> **Work to complete**:
Your response should consist of one number, the count of lines below that contain "main".

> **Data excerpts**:
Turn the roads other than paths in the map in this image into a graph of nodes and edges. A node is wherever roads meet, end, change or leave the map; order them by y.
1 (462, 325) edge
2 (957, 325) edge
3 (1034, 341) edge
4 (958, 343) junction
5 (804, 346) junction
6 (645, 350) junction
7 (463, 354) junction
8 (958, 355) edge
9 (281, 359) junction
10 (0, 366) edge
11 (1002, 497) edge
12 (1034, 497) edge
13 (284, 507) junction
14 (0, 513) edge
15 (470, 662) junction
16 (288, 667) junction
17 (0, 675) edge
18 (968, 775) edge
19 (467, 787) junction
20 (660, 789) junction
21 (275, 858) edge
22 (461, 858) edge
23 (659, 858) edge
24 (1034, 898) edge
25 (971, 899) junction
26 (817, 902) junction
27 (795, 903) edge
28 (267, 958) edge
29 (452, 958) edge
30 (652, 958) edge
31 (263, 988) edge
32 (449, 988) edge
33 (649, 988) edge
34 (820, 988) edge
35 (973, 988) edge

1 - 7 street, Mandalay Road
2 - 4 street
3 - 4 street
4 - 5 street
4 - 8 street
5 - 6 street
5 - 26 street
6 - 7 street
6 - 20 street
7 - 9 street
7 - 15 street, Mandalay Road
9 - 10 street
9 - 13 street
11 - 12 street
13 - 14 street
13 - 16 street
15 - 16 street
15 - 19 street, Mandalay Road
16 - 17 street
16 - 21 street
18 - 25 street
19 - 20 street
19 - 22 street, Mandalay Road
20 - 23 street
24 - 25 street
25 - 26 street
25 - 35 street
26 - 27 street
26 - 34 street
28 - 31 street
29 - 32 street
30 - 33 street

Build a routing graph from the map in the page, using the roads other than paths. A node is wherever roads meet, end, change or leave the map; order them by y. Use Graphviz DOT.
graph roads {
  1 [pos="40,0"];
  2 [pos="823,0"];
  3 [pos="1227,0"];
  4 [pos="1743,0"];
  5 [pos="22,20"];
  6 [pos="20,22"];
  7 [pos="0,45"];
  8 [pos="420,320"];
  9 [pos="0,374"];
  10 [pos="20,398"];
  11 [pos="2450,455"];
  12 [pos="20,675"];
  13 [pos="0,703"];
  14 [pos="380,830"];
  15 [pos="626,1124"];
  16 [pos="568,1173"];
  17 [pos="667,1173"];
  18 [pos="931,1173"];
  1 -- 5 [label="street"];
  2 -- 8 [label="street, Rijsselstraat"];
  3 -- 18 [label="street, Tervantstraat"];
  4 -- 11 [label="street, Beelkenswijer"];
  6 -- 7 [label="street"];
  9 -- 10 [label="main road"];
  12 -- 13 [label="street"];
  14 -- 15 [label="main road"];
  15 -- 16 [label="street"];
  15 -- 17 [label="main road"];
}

> **Answer box**:
3